13/03/2018

Partidos mudaram de ramo e viraram prostíbulos

 

Os partidos políticos brasileiros, como se sabe, estão em crise. Perderam a função. A própria política caiu em descrédito. Não há mais debate de ideias. Pouco importa que legenda está no poder. Muita gente pedia uma reforma política. Pois ela chegou. Os partidos legalizaram a infidelidade, instalaram uma porta giratória na entrada, reservaram R$ 2,6 bilhões do Tesouro Nacional para a compra de mandatos e mudaram de ramo. Os partidos viraram prostíbulos.

A expressão decoro parlamentar frequenta as constituições brasileiras desde 1946. O primeiro caso de cassação de mandato por falta de decoro ocorreu em 1949, contra o deputado Barreto Pinto, por ter posado de cuecas para uma revista. Hoje, essa expressão “falta de decoro” parece insuficiente para descrever a atual fase pornográfica da política. Decorosa ao extremo, a Constituição não contém palavra mais forte para descrever a sem-vergonhice que tomou conta da Câmara. Os parlamentares estão nus.
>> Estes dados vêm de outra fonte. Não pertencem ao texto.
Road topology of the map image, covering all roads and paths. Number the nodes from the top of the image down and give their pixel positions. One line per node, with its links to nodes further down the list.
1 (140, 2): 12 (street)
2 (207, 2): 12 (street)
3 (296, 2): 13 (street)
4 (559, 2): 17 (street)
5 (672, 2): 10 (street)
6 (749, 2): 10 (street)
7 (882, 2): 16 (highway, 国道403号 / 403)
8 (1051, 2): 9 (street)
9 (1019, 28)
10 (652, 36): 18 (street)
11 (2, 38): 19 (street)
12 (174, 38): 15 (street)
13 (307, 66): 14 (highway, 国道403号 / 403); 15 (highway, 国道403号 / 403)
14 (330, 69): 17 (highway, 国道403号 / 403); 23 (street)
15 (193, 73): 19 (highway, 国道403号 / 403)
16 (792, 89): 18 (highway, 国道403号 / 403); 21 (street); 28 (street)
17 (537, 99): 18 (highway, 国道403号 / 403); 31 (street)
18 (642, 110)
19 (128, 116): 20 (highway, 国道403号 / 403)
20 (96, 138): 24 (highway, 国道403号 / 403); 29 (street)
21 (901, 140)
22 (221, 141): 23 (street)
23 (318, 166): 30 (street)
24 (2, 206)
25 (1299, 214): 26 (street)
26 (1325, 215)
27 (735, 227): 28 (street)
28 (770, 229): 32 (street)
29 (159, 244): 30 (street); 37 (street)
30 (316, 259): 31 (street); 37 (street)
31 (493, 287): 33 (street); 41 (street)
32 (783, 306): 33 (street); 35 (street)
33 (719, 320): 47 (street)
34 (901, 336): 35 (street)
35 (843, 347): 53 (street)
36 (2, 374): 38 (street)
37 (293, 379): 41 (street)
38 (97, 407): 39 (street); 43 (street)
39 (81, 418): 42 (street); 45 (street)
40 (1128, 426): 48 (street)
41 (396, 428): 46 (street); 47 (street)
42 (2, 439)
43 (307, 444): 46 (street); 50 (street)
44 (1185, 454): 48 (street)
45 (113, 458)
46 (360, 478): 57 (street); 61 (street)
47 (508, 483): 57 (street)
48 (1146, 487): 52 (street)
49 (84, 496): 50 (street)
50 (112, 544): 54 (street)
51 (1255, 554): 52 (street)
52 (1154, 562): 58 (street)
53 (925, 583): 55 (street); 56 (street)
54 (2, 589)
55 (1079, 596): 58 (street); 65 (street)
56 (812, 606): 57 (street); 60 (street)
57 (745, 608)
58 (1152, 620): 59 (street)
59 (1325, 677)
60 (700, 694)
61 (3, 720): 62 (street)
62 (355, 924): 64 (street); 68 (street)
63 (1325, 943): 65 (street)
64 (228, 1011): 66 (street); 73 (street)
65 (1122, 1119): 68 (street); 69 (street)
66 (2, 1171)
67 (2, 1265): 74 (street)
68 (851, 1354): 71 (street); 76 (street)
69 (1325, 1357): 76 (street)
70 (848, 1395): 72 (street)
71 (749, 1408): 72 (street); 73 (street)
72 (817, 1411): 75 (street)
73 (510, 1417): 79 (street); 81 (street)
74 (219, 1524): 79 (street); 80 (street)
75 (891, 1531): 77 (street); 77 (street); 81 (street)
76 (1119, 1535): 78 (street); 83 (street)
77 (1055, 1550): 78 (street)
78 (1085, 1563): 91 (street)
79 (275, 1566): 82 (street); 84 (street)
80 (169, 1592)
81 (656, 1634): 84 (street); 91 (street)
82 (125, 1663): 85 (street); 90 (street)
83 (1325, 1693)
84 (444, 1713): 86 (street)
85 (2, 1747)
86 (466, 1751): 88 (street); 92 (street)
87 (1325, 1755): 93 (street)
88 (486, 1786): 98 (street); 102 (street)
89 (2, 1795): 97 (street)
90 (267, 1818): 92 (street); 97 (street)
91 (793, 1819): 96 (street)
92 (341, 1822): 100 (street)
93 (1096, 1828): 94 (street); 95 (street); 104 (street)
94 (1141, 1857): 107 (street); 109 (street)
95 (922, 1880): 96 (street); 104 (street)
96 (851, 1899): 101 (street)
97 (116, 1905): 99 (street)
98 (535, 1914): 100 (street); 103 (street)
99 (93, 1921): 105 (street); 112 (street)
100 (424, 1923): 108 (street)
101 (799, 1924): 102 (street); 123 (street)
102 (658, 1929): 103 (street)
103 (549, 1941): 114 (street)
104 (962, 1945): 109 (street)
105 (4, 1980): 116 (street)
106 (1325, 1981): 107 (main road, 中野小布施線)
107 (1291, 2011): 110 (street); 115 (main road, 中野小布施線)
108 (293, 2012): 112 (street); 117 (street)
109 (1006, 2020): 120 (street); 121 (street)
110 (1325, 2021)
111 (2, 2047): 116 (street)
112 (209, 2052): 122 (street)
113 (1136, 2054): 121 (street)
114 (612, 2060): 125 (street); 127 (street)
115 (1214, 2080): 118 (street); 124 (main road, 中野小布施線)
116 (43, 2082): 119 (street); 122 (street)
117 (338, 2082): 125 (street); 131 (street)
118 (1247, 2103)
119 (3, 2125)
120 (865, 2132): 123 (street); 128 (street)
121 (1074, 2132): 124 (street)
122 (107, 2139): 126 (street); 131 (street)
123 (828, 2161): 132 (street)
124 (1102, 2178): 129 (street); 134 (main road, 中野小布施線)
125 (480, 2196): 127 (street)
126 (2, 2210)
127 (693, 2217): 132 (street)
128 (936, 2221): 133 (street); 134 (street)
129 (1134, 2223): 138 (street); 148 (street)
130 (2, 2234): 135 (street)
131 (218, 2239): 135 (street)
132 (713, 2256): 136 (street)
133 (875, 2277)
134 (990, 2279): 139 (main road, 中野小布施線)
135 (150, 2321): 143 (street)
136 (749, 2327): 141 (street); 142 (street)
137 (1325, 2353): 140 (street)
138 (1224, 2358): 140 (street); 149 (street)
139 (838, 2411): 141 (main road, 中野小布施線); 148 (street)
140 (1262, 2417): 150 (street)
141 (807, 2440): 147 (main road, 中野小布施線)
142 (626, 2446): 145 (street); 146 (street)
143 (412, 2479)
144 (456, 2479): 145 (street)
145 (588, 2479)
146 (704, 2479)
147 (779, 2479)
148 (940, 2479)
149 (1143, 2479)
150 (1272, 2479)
Eles se autoconcederam um prazo de 30 dias para o livre exercício da infidelidade. Até o dia 6 de abril, está liberado o troca-troca partidário. Vale tudo. E ninguém será punido. Para aumentar suas bancadas e, com isso, elevar sua cota de dinheiro público, ampliar sua vitrine eletrônica e aumentar seu poder de chantagem sobre o governo, os partidos compram deputados por até R$ 2,5 milhões —dinheiro para a campanha, dizem.

Costuma-se afirmar que a política é a segunda atividade mais antiga do mundo. Mas ela ficou muito parecida com a primeira. Com uma diferença: quem paga o michê é o déficit público.

Na janela pré-eleitoral, procura-se deputado. Valor: dois milhões de reais

Estão oficialmente abertos o balcão de negócios e a temporada de caça a congressistas brasileiros. Nos próximos 30 dias entre 60 e 90 deputados federais negociam trocar de partido com vistas às eleições de outubro. A primeira leva de mudanças, começa já nesta quinta-feira, quando sete parlamentares oficializam suas entradas no PSL juntamente com Jair Bolsonaro, o deputado federal pelo Rio de Janeiro, de extrema direita, que pretende se candidatar à presidência da República. Outros 13 deverão chegar e dois já anunciaram suas saídas.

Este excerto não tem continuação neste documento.